[[ Study material, beginning ]]

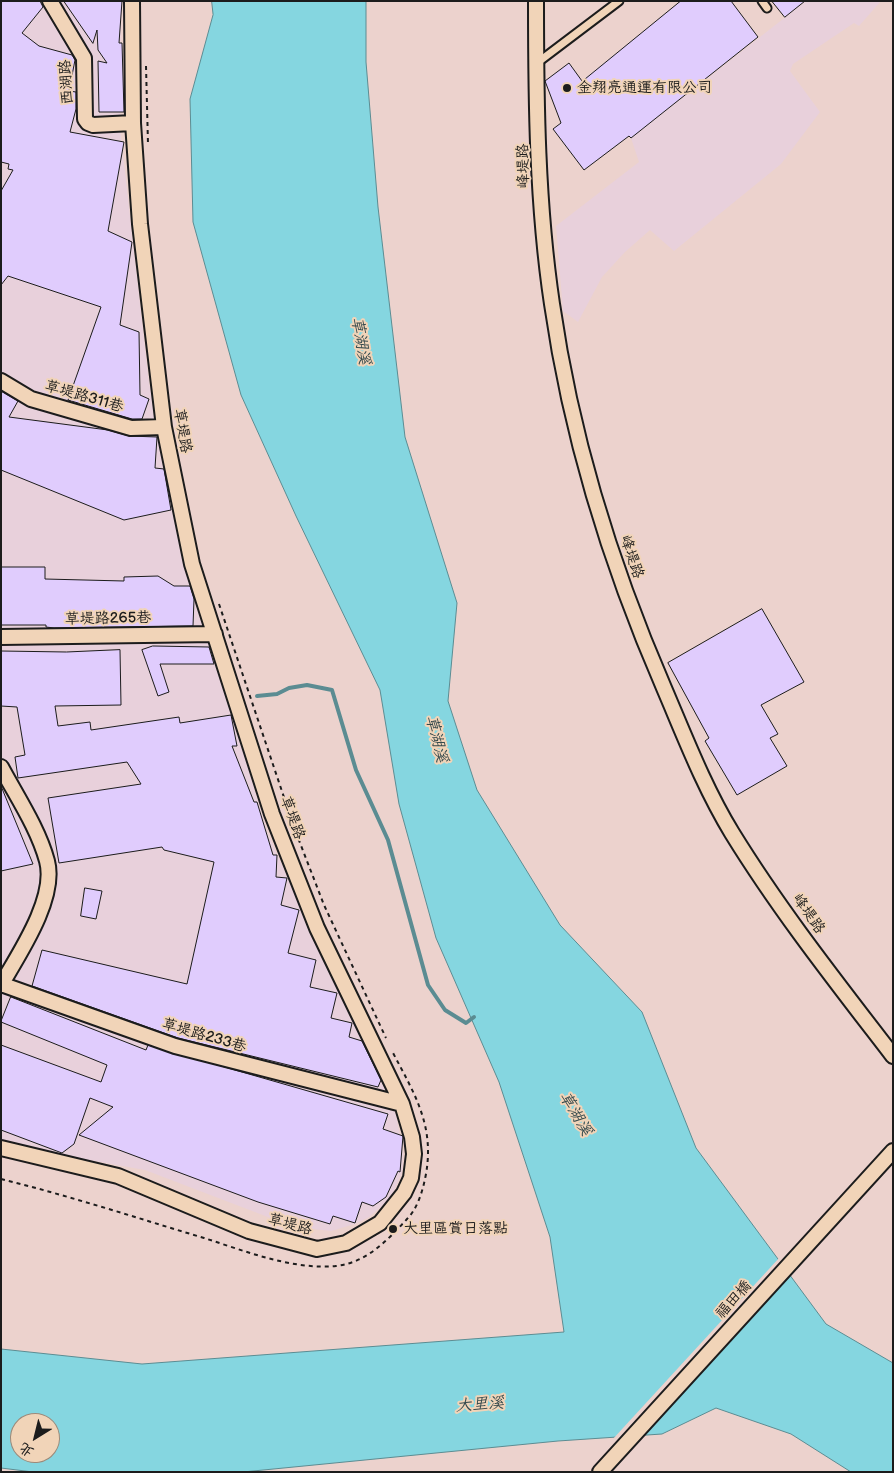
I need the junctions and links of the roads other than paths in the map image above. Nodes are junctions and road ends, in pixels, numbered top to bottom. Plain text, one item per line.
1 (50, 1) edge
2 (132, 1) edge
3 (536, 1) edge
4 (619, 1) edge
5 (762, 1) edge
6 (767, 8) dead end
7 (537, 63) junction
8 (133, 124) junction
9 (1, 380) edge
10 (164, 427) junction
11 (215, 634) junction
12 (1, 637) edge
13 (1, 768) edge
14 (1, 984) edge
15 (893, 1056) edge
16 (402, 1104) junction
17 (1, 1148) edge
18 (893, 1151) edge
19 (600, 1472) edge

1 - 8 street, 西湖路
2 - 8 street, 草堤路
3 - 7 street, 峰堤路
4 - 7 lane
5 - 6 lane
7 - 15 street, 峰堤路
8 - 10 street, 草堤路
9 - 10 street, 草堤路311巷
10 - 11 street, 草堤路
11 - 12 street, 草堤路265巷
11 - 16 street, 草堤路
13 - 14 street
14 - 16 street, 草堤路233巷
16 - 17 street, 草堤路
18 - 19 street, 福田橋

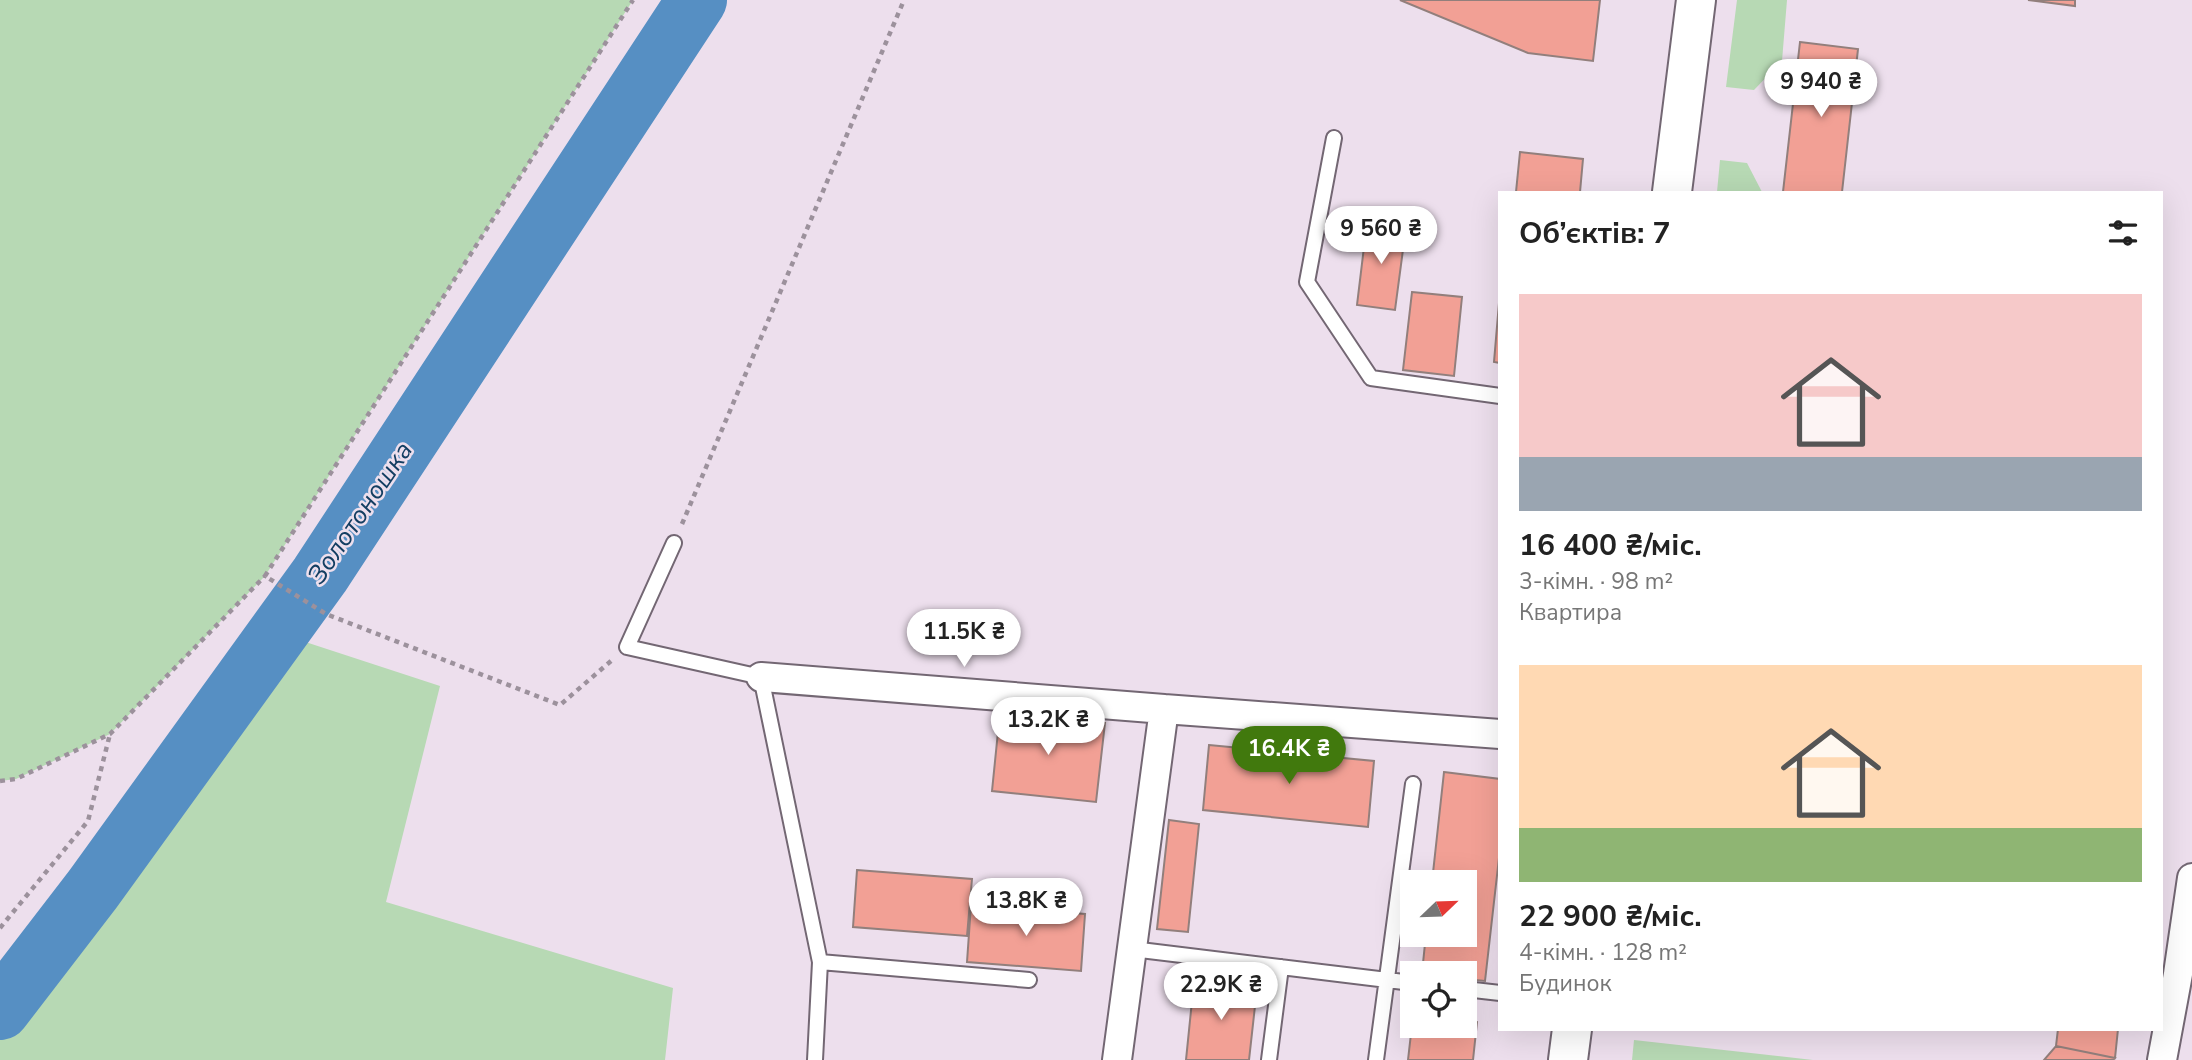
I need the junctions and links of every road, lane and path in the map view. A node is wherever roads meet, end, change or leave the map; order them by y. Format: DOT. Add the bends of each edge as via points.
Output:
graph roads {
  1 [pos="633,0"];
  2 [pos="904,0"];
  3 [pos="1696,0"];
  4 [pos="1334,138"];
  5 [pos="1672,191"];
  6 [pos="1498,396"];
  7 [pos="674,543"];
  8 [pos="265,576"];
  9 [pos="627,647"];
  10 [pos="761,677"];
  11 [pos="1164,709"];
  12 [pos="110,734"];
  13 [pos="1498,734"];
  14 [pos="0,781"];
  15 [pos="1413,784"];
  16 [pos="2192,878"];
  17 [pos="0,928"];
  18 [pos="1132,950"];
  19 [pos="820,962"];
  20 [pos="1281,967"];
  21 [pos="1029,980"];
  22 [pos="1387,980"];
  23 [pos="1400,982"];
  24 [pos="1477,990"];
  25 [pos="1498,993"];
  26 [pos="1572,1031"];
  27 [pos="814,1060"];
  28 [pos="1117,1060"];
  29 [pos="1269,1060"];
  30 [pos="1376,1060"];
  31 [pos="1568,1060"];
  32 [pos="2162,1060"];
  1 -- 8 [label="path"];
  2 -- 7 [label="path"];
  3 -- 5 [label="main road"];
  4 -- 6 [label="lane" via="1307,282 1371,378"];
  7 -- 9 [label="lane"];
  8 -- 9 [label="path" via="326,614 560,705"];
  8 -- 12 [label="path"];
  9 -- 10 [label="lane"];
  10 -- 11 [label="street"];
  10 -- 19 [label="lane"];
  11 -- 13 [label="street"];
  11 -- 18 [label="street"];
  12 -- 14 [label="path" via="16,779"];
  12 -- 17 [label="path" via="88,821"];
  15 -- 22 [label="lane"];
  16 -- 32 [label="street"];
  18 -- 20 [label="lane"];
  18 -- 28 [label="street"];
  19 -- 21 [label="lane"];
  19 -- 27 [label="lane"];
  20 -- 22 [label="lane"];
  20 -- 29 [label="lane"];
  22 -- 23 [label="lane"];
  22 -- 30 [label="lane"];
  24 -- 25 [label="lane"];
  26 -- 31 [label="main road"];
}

[[ Study material, end ]]

* [Your assignment]
Every line in the records above that contains the word "main" should be copied out.

* [Answer to this task]
  3 -- 5 [label="main road"];
  26 -- 31 [label="main road"];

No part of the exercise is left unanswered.